Adesso ci vorrebbe un “patto atomico”

L’intesa dimostra che il Paese ha ancora la possibilità di ricaricare le pile

di Enrico Cisnetto - 09 maggio 2005

Ci sono voluti quattro anni, ma ce l’abbiamo fatta. Meglio tardi che mai. Il doppio accordo “energetico”, quello Aem-Edf per il controllo paritetico di Edison e quello Enel-Edf per rilanciare la presenza italiana nel nucleare, è una vittoria importante. Arrivata in ritardo, dopo una trattativa troppo diluita nel tempo per colpa di un governo distratto e scarsamente sintonico con l’Eliseo, che certo vede una asimmetria a favore dei francesi, ma che comunque merita un plauso. Compreso quello del sottoscritto, dedicato a chi confonde la mia preoccupazione per il declino dell’Italia con un cieco pessimismo, o addirittura come l’esercizio (abusivo) dell’antico mestiere di iettatore. Anzi, uno dei motivi di compiacimento sta proprio nel fatto che l’intesa italo-francese dimostra che il nostro Paese, persi molti treni nella sfida della globalizzazione, ha ancora la possibilità di ricaricare le pile e recuperare. Basti pensare che l’ingresso dell’Enel nel mercato energetico francese significa la possibilità di recuperare il perduto know-how “atomico” e riaprire il discorso sul nucleare, sciaguratamente chiuso con il referendum di 18 anni fa. Creando così le condizioni per colmare il nostro gap energetico, uno degli elementi fondamentali della scarsa competitività dell’industria made in Italy.

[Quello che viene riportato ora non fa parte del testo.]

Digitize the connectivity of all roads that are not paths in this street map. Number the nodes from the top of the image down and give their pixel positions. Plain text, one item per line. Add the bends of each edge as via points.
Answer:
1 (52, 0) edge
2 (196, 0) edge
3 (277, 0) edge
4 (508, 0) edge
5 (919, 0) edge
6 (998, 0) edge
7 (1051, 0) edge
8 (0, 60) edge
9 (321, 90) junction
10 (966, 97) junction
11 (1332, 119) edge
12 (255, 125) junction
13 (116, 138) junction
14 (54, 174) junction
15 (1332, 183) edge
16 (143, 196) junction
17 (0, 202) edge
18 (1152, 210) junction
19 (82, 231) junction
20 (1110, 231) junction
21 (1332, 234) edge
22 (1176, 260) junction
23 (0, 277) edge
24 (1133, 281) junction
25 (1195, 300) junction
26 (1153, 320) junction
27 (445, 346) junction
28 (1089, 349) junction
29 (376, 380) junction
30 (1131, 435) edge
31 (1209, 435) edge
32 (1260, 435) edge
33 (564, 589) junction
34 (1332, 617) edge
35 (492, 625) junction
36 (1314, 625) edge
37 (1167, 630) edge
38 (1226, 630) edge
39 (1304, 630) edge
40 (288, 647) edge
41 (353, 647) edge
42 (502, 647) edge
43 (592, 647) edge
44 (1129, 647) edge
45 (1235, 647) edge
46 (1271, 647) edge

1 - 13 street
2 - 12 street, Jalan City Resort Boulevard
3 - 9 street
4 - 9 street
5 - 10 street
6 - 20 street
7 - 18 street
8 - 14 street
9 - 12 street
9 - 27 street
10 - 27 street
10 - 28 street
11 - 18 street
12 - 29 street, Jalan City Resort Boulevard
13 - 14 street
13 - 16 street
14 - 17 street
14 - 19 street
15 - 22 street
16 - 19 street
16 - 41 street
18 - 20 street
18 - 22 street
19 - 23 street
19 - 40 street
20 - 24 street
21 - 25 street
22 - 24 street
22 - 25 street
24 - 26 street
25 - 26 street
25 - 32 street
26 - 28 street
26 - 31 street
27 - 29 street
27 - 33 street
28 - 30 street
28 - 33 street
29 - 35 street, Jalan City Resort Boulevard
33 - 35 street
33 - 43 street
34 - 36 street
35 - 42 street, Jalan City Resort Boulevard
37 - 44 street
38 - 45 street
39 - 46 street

Certo, non mi sfugge che il colpo messo a segno dall’amministratore delegato dell’Enel, Paolo Scaroni, può risultare un’arma a doppio taglio. Perché come all’ex monopolista italiano è data la possibilità di varcare la frontiera, così avviene in senso inverso. E si peccherebbe di ingenuità e presunzione ponendo sullo stesso piano Enel ed Edf, visto che il colosso transalpino è un Golia che affronta un Davide del quale non si sa se abbia la fionda in tasca. Ma, detto questo, non sono d’accordo con chi, come Pierluigi Bersani, sostiene che da questo incrocio italo-francese abbiamo solo da rimetterci. Mettiamola così: lo spazio concesso ad Edf è il prezzo da pagare – io dico il minore dei prezzi possibili – perchè l’Italia torni al nucleare. Ho scritto in questa stessa rubrica recentemente che si tratta di una scelta obbligata, se vogliamo modernizzare il nostro capitalismo, perdere la dipendenza (unici in Europa) dal gas e petrolio e ridurre quel 15% di approvvigionamento elletrico proveniente dall’estero.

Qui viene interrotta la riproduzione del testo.